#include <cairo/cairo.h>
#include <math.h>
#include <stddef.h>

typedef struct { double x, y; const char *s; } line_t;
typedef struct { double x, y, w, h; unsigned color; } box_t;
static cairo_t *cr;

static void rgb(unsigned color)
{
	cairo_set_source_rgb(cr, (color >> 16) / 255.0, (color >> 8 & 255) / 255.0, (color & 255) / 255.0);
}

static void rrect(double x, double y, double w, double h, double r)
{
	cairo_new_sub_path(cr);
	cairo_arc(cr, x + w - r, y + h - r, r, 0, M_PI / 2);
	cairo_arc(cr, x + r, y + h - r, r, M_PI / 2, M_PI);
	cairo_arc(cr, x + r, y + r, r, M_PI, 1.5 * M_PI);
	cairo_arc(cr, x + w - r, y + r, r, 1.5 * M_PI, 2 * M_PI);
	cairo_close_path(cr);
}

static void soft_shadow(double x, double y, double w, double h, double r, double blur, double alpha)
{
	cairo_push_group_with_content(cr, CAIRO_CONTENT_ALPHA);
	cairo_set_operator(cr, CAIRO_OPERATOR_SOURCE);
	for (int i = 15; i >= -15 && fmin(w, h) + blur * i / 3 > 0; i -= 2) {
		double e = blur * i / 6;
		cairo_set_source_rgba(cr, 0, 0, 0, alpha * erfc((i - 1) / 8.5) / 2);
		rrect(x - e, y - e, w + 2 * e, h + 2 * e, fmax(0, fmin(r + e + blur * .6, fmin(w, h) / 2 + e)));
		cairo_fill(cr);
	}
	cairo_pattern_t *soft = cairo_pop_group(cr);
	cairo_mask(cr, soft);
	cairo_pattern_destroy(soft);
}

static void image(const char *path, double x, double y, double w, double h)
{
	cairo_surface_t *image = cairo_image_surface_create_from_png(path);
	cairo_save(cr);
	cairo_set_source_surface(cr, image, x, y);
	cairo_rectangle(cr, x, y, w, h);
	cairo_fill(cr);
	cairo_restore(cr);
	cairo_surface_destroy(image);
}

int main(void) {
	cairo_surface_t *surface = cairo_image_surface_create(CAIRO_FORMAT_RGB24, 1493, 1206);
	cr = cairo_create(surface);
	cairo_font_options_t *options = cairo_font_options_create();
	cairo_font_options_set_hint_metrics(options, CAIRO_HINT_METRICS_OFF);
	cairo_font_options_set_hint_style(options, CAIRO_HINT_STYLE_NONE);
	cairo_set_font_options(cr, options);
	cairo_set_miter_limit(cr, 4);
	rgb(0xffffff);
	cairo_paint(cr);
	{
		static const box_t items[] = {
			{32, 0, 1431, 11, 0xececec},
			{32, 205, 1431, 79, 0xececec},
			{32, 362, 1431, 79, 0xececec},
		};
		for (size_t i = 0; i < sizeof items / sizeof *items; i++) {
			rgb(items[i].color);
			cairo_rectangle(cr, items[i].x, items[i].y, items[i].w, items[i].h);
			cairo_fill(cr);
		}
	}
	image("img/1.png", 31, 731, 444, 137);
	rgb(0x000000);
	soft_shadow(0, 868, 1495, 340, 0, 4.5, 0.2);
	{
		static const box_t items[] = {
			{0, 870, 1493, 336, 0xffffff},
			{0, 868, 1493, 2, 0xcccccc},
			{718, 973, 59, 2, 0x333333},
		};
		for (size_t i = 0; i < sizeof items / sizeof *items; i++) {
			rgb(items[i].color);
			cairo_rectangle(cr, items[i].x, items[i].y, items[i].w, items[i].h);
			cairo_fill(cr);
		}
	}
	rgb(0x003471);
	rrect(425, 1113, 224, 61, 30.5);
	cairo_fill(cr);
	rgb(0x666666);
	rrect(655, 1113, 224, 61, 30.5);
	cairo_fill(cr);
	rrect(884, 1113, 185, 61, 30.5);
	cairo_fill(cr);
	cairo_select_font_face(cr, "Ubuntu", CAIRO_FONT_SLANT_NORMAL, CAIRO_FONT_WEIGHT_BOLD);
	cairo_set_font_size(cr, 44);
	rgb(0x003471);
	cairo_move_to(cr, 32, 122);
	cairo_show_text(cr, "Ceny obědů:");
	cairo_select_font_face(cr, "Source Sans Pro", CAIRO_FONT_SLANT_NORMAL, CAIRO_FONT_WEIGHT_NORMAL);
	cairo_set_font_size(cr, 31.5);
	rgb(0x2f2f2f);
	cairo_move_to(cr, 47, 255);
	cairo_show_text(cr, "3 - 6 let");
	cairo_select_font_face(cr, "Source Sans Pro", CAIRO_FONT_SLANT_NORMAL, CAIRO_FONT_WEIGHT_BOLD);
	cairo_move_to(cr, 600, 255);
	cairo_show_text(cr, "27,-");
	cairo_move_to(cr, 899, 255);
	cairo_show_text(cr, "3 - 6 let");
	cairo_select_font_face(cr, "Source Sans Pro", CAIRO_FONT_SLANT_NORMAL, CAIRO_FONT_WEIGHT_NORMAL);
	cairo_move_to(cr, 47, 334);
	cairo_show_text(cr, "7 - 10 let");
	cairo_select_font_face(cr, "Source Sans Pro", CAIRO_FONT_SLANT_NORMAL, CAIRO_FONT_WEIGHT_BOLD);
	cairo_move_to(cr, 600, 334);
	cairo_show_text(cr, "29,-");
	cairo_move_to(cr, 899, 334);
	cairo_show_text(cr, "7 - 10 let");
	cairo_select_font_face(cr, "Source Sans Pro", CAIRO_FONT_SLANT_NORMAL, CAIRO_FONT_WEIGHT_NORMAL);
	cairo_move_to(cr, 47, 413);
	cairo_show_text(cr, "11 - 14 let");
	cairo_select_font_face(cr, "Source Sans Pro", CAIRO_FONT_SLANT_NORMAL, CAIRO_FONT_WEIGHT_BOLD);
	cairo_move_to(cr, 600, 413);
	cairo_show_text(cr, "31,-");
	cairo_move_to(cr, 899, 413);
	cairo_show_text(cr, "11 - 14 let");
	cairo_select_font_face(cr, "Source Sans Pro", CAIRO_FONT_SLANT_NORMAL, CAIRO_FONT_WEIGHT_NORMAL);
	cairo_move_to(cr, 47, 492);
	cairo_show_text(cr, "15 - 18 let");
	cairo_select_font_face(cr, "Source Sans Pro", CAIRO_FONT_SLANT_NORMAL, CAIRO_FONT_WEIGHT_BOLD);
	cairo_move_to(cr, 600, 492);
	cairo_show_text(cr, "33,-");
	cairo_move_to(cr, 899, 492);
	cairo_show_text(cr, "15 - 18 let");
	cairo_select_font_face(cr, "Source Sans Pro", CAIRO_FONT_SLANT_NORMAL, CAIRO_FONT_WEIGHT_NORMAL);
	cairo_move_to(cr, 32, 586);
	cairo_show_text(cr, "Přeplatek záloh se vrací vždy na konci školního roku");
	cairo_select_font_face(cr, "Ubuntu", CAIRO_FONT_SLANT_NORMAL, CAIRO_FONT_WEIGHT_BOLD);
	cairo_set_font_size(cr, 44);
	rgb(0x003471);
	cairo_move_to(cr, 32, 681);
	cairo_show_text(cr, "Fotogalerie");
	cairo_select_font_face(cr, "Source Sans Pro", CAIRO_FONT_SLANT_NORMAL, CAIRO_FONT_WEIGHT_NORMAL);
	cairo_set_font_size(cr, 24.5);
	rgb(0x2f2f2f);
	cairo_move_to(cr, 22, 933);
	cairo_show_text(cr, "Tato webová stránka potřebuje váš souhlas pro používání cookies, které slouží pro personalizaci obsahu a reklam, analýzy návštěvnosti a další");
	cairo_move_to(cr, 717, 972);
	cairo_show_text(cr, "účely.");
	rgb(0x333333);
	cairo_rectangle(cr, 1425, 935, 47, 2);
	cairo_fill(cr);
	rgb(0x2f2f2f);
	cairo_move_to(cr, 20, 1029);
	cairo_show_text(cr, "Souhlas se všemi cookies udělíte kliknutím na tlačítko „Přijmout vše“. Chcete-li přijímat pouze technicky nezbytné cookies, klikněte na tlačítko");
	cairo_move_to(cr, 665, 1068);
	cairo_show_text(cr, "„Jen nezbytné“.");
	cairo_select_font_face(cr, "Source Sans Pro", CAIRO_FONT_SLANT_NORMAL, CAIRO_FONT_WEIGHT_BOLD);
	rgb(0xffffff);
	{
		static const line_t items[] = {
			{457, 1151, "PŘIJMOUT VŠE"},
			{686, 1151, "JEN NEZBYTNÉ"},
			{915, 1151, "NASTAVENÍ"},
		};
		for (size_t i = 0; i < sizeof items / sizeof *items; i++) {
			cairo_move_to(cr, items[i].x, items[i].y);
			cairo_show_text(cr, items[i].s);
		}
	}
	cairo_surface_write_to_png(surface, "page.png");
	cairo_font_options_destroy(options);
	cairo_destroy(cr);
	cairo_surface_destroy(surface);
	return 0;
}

▬▬▬

**EXERCISE:**
The exercise is to copy out every line above that has the word "include" in it.

**OUTPUT FOR THIS TASK:**
#include <cairo/cairo.h>
#include <math.h>
#include <stddef.h>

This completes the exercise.